第三十五話 妹の“テスト週間”に兄たちが動く!? 過保護すぎる対策講座が始まりました!!
春の陽気もどこへやら、学園では“定期確認テスト週間”が始まっていた。
初等部一年生といえども、魔法理論・魔力制御・魔導具知識・貴族学など多岐にわたる分野での筆記や実技が課される。
アリア・リュミエール・レイフォードは、その朝――自室のベッドでぼんやりと目を覚ました。
(今日はちょっとゆっくり寝よう……昨日、授業で“先生役”やったし)
そう思ったその瞬間だった。
「アリア、起きろ! 朝の魔法理論講座が始まるぞ!!」
「えっ……まだ、夜明け前……?」
「違う! すでに五時十五分だ!」
ノアがシャツとベスト姿で入ってきて、机にプリントとペンを用意している。
「では第一問。
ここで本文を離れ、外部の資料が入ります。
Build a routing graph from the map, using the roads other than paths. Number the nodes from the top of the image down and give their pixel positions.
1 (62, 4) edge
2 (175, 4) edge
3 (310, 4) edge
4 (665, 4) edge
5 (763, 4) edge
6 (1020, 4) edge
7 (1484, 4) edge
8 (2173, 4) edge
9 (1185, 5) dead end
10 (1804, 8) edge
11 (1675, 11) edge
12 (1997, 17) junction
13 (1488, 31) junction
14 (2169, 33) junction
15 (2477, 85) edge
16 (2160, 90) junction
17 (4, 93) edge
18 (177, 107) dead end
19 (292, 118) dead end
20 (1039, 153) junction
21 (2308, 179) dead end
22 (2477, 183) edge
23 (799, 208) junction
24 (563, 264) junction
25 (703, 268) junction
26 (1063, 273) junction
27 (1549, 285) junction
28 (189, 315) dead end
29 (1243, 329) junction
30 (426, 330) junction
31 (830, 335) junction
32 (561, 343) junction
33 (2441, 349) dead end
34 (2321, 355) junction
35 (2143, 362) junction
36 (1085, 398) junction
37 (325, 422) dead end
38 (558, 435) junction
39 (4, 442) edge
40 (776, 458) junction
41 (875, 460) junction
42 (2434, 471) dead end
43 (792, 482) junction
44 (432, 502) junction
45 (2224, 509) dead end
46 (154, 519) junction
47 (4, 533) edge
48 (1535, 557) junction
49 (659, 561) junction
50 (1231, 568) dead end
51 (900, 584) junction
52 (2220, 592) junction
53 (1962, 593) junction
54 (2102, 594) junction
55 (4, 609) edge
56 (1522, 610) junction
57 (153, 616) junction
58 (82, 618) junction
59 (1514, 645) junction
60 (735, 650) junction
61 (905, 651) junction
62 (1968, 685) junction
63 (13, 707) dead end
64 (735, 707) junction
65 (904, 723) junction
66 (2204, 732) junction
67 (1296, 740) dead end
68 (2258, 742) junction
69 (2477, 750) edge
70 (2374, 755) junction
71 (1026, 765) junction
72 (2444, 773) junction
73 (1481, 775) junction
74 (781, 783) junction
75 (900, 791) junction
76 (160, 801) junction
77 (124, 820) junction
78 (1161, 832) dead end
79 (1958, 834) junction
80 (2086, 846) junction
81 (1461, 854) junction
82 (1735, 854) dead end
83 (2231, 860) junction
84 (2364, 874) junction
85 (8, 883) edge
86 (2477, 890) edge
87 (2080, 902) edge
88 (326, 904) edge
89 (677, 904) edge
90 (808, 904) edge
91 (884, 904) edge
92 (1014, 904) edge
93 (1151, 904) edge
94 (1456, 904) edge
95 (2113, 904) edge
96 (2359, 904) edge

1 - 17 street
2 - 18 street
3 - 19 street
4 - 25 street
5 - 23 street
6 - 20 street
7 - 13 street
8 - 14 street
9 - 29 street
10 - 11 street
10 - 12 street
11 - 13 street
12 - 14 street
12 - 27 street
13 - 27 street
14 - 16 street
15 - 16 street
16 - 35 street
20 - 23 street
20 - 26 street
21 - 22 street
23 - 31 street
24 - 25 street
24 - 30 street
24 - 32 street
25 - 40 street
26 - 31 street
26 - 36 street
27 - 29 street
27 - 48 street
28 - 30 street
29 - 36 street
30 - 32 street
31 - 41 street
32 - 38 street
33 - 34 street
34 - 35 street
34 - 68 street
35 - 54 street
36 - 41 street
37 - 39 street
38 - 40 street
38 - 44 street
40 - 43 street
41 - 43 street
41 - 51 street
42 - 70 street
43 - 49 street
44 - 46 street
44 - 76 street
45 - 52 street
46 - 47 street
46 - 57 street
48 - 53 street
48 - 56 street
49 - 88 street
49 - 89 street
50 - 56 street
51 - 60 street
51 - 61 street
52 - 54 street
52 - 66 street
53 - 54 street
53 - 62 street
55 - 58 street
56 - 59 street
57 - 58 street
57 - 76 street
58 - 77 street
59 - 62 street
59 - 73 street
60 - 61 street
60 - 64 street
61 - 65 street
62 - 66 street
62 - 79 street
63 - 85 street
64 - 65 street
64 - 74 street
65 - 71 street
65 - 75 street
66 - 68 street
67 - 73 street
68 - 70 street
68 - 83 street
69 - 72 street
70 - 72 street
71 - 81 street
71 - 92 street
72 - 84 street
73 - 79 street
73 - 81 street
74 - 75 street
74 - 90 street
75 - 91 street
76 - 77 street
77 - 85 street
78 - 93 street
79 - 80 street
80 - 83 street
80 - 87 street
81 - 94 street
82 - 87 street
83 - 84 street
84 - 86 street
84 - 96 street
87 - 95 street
“魔力の定常波”について簡潔に説明せよ」
「ひぃぃぃ……」
◆ ◆ ◆
一階のホールでは、レオンが魔力調整ヨガのマットを敷き詰めていた。
「アリアー! 朝の身体ほぐしタイムだよ! 魔力の流れは筋肉から! さ、深呼吸っ!」
「うう……お兄様たち、どうしてそんなに気合い入ってるの……?」
「当然だ! 君が“飛び級聴講生”である以上、他の子たちより出来て当たり前という空気がある!」
ノアが理論的に語る横で、レオンは笑顔で彼女の頭を撫でる。
「プレッシャーなんて感じなくていいよ、アリアはアリアらしく。けど、全力でサポートするからね」
◆ ◆ ◆
その後もスケジュールは容赦なく続いた。
・朝六時 詠唱訓練(短詠・中詠・連続詠唱)
・朝七時 記述演習(魔導具構造記述式)
・朝八時 テスト範囲の復習まとめ演習
「ふぇぇ……まだ朝の授業が始まってないのに……体力がぁ……」
アリアはぐったりとソファに倒れ込みながら、ブランケットに包まっていた。
「まだまだこれからだ」
ノアは淡々と次のテキストを広げる。
「お兄様……その熱意、ちょっとだけ緩めても……?」
「甘やかしてはならん。お前の未来のためだ」
「でも、この“未来”って、私の意志より兄たちのスケジュールで動いてる気が……」
「気のせいだ」
レオンが爽やかに言い切る。
◆ ◆ ◆
放課後、アリアは学園の自習室にいた。
目の前には分厚いノートと色とりどりのペン。
その横では、リリィとエマが羨ましそうにのぞきこんでいた。
「アリアちゃんって、ほんと字が綺麗で図も上手よね……」
「しかも色分け完璧! それってもしかして、お兄様方が?」
「うん……一ページ書くごとに、“ここは見やすくまとめること”って三回くらい言われて……」
「過保護っていうか、もはやプロ講師じゃない?」
「レオンお兄様は“音読は心を育てる”って、毎晩読み聞かせしてくれるし……」
「それ幼児教育の頃から変わってないのね!?」
◆ ◆ ◆
そして、テスト当日。
教室に入るアリアの後ろ姿は、なぜか背筋が伸びていた。
(あれだけやったんだもん……大丈夫)
心配と緊張はある。けれど、ノートを見返すだけで、兄たちの顔が浮かぶ。
(ノアお兄様の厳しすぎる理論指導……レオンお兄様の癒しマッサージとお菓子支援……)
「うん、頑張ろう!」
そして、教室内。
「アリア・リュミエール・レイフォード、答案提出します!」
先生が笑顔で受け取り、目を通すと、少しだけ目を見張る。
(なんて整然として、深い内容なの……七歳の答案とは思えない)
アリアは、にっこりと笑って席に戻った。
ノアとレオンの兄バリアは過剰だったけれど――その愛と努力は、ちゃんと実を結んでいた。